[Records excerpted from a collection]

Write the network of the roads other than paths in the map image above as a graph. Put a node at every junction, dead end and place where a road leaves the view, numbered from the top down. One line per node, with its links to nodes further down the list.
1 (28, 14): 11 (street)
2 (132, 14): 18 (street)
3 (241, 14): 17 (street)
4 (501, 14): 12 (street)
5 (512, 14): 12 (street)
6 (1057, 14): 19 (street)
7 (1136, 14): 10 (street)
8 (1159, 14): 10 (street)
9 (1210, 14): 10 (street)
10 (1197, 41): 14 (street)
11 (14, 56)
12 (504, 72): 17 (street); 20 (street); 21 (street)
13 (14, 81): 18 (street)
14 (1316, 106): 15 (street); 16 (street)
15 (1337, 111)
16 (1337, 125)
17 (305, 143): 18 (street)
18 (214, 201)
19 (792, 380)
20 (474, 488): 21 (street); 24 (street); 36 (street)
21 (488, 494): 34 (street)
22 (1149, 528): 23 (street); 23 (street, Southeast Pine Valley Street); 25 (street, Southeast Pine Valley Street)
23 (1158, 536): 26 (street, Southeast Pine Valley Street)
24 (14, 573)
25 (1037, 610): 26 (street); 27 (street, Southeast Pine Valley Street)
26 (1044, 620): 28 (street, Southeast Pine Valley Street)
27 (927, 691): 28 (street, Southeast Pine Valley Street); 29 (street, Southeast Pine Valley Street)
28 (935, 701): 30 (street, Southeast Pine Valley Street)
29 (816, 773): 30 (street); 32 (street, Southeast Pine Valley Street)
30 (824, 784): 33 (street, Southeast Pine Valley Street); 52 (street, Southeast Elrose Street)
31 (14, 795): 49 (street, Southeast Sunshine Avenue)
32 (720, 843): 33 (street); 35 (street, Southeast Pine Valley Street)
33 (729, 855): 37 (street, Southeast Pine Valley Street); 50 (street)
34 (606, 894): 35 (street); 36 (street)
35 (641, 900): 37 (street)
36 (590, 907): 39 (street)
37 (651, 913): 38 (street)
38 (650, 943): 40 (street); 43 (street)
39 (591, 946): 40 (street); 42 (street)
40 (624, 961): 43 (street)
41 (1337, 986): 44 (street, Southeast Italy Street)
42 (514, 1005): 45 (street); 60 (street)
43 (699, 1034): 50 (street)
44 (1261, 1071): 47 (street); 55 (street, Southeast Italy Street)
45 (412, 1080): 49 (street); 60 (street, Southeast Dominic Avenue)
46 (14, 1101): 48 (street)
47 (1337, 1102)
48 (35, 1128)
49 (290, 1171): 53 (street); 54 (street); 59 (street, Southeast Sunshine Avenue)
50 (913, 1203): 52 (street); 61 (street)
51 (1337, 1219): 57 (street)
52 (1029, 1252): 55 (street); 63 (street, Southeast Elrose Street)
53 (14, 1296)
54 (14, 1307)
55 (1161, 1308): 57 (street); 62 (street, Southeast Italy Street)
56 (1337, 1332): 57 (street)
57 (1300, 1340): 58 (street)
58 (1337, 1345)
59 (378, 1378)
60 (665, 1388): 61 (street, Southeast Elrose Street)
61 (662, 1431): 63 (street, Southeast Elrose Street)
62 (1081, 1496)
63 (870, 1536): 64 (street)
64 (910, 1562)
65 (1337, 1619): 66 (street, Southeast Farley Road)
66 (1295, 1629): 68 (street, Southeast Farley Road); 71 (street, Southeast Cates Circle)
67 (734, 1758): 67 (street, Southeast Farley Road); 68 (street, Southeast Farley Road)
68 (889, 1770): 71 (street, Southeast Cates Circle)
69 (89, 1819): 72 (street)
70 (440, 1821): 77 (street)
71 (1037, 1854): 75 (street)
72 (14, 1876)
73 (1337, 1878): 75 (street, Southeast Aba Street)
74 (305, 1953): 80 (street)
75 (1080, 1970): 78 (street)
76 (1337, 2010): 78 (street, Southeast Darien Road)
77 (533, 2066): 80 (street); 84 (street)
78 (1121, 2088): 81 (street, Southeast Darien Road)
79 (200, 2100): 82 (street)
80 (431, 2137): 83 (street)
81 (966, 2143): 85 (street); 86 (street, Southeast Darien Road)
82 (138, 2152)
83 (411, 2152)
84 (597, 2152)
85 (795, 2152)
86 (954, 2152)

### AIM OF THE TASK
Each record above must be output without any alteration.

### TASK ANSWER
Write the network of the roads other than paths in the map image above as a graph. Put a node at every junction, dead end and place where a road leaves the view, numbered from the top down. One line per node, with its links to nodes further down the list.
1 (28, 14): 11 (street)
2 (132, 14): 18 (street)
3 (241, 14): 17 (street)
4 (501, 14): 12 (street)
5 (512, 14): 12 (street)
6 (1057, 14): 19 (street)
7 (1136, 14): 10 (street)
8 (1159, 14): 10 (street)
9 (1210, 14): 10 (street)
10 (1197, 41): 14 (street)
11 (14, 56)
12 (504, 72): 17 (street); 20 (street); 21 (street)
13 (14, 81): 18 (street)
14 (1316, 106): 15 (street); 16 (street)
15 (1337, 111)
16 (1337, 125)
17 (305, 143): 18 (street)
18 (214, 201)
19 (792, 380)
20 (474, 488): 21 (street); 24 (street); 36 (street)
21 (488, 494): 34 (street)
22 (1149, 528): 23 (street); 23 (street, Southeast Pine Valley Street); 25 (street, Southeast Pine Valley Street)
23 (1158, 536): 26 (street, Southeast Pine Valley Street)
24 (14, 573)
25 (1037, 610): 26 (street); 27 (street, Southeast Pine Valley Street)
26 (1044, 620): 28 (street, Southeast Pine Valley Street)
27 (927, 691): 28 (street, Southeast Pine Valley Street); 29 (street, Southeast Pine Valley Street)
28 (935, 701): 30 (street, Southeast Pine Valley Street)
29 (816, 773): 30 (street); 32 (street, Southeast Pine Valley Street)
30 (824, 784): 33 (street, Southeast Pine Valley Street); 52 (street, Southeast Elrose Street)
31 (14, 795): 49 (street, Southeast Sunshine Avenue)
32 (720, 843): 33 (street); 35 (street, Southeast Pine Valley Street)
33 (729, 855): 37 (street, Southeast Pine Valley Street); 50 (street)
34 (606, 894): 35 (street); 36 (street)
35 (641, 900): 37 (street)
36 (590, 907): 39 (street)
37 (651, 913): 38 (street)
38 (650, 943): 40 (street); 43 (street)
39 (591, 946): 40 (street); 42 (street)
40 (624, 961): 43 (street)
41 (1337, 986): 44 (street, Southeast Italy Street)
42 (514, 1005): 45 (street); 60 (street)
43 (699, 1034): 50 (street)
44 (1261, 1071): 47 (street); 55 (street, Southeast Italy Street)
45 (412, 1080): 49 (street); 60 (street, Southeast Dominic Avenue)
46 (14, 1101): 48 (street)
47 (1337, 1102)
48 (35, 1128)
49 (290, 1171): 53 (street); 54 (street); 59 (street, Southeast Sunshine Avenue)
50 (913, 1203): 52 (street); 61 (street)
51 (1337, 1219): 57 (street)
52 (1029, 1252): 55 (street); 63 (street, Southeast Elrose Street)
53 (14, 1296)
54 (14, 1307)
55 (1161, 1308): 57 (street); 62 (street, Southeast Italy Street)
56 (1337, 1332): 57 (street)
57 (1300, 1340): 58 (street)
58 (1337, 1345)
59 (378, 1378)
60 (665, 1388): 61 (street, Southeast Elrose Street)
61 (662, 1431): 63 (street, Southeast Elrose Street)
62 (1081, 1496)
63 (870, 1536): 64 (street)
64 (910, 1562)
65 (1337, 1619): 66 (street, Southeast Farley Road)
66 (1295, 1629): 68 (street, Southeast Farley Road); 71 (street, Southeast Cates Circle)
67 (734, 1758): 67 (street, Southeast Farley Road); 68 (street, Southeast Farley Road)
68 (889, 1770): 71 (street, Southeast Cates Circle)
69 (89, 1819): 72 (street)
70 (440, 1821): 77 (street)
71 (1037, 1854): 75 (street)
72 (14, 1876)
73 (1337, 1878): 75 (street, Southeast Aba Street)
74 (305, 1953): 80 (street)
75 (1080, 1970): 78 (street)
76 (1337, 2010): 78 (street, Southeast Darien Road)
77 (533, 2066): 80 (street); 84 (street)
78 (1121, 2088): 81 (street, Southeast Darien Road)
79 (200, 2100): 82 (street)
80 (431, 2137): 83 (street)
81 (966, 2143): 85 (street); 86 (street, Southeast Darien Road)
82 (138, 2152)
83 (411, 2152)
84 (597, 2152)
85 (795, 2152)
86 (954, 2152)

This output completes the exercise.